## The problem
For the records below, report how many lines include the string "item", leaving out everything except the number.

## Records provided
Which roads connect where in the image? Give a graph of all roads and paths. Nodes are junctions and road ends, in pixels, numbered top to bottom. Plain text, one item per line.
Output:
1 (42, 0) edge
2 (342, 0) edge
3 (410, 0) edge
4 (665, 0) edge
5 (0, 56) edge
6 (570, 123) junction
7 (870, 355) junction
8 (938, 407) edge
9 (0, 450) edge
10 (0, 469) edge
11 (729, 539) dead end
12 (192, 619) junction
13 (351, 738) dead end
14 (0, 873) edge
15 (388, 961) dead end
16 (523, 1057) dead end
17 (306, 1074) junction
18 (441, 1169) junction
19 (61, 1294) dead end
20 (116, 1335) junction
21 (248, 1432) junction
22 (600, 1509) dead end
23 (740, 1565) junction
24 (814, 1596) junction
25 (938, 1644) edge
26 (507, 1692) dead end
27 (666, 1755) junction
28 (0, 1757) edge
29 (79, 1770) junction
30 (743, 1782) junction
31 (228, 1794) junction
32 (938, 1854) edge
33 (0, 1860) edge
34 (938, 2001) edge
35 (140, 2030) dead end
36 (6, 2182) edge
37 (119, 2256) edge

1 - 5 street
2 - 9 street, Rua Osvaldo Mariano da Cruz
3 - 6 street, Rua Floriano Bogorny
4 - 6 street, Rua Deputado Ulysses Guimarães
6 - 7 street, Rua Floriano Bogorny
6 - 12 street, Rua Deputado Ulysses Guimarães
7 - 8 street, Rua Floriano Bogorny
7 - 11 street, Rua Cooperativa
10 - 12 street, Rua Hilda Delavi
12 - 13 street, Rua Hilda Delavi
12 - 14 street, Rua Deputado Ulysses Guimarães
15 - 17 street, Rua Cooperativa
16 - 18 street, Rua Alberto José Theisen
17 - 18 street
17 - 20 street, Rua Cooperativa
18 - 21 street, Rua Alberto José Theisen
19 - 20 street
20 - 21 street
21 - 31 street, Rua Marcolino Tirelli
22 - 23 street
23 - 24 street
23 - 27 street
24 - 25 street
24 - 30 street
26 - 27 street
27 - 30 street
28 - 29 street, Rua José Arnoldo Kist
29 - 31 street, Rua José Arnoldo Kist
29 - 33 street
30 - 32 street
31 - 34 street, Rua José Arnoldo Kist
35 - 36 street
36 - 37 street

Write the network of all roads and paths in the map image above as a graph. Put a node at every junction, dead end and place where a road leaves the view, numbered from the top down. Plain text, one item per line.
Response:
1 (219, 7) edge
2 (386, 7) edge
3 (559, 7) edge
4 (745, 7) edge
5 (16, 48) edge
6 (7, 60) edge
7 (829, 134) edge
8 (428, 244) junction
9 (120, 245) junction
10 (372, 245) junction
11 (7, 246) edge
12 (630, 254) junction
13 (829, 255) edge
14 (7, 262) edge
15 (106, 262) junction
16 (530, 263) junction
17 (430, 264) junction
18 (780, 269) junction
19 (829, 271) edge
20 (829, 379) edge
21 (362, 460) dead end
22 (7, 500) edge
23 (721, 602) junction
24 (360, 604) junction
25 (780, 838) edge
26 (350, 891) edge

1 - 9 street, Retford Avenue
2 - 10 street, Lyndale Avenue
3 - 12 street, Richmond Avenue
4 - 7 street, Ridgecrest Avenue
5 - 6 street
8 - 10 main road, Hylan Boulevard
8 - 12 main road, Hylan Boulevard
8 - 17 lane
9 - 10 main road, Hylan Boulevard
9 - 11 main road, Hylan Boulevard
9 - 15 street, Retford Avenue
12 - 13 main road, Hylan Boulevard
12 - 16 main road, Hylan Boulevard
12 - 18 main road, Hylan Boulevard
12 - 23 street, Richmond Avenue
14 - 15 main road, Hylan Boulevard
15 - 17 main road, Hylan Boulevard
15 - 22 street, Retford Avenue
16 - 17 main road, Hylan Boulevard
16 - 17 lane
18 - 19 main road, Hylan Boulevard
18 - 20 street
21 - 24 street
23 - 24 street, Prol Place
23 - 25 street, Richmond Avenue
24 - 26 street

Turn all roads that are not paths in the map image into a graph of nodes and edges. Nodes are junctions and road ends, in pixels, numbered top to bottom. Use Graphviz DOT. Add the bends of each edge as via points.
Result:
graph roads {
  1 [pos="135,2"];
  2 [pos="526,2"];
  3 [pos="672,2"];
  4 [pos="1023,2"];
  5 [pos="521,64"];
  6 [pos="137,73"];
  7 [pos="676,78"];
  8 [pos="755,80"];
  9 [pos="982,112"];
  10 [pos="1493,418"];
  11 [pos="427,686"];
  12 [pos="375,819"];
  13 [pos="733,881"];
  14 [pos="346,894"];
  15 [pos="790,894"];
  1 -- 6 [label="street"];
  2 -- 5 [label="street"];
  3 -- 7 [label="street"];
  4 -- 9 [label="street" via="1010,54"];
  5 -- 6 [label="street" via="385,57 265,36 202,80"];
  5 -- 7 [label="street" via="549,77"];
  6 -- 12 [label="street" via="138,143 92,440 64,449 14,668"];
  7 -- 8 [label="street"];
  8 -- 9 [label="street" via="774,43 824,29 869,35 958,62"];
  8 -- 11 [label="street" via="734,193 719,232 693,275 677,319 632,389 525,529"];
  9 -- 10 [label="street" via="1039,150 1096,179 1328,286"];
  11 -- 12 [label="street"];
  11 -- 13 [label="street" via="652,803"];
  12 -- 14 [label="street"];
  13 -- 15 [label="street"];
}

## Your response
2